**REQUIREMENT**
Using the data below, copy each line that includes the word "middle".

**DATA SUPPLIED**
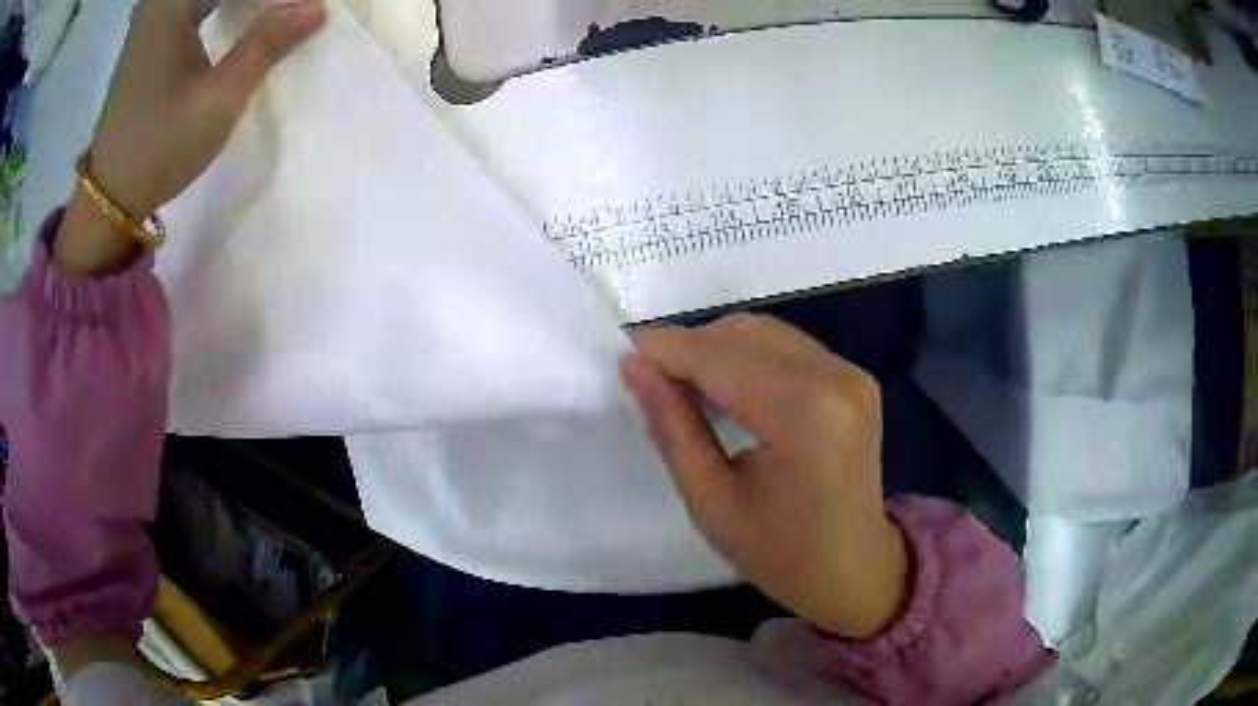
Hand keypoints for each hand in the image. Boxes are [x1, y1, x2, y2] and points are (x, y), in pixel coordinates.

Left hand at [53, 0, 326, 276]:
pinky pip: (194, 0)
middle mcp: (158, 0)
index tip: (298, 8)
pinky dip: (221, 3)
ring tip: (270, 13)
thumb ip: (266, 44)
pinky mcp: (150, 33)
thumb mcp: (218, 99)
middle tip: (288, 11)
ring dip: (240, 1)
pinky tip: (241, 14)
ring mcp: (152, 14)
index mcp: (170, 4)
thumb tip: (316, 8)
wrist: (108, 196)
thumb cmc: (158, 147)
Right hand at [622, 313, 908, 638]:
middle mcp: (835, 377)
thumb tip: (634, 368)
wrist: (856, 570)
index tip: (623, 354)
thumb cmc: (781, 554)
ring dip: (717, 350)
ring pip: (764, 332)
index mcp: (804, 414)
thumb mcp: (712, 503)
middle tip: (653, 383)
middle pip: (743, 333)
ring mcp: (851, 373)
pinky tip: (729, 391)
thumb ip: (672, 428)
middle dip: (689, 348)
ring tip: (687, 391)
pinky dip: (748, 357)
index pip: (720, 356)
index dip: (666, 349)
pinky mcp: (854, 378)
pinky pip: (787, 347)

**OUTPUT OF THE EXERCISE**
middle mcp: (158, 0)
middle tip: (288, 11)
middle mcp: (835, 377)
middle tip: (653, 383)
middle pip: (743, 333)
middle dip: (689, 348)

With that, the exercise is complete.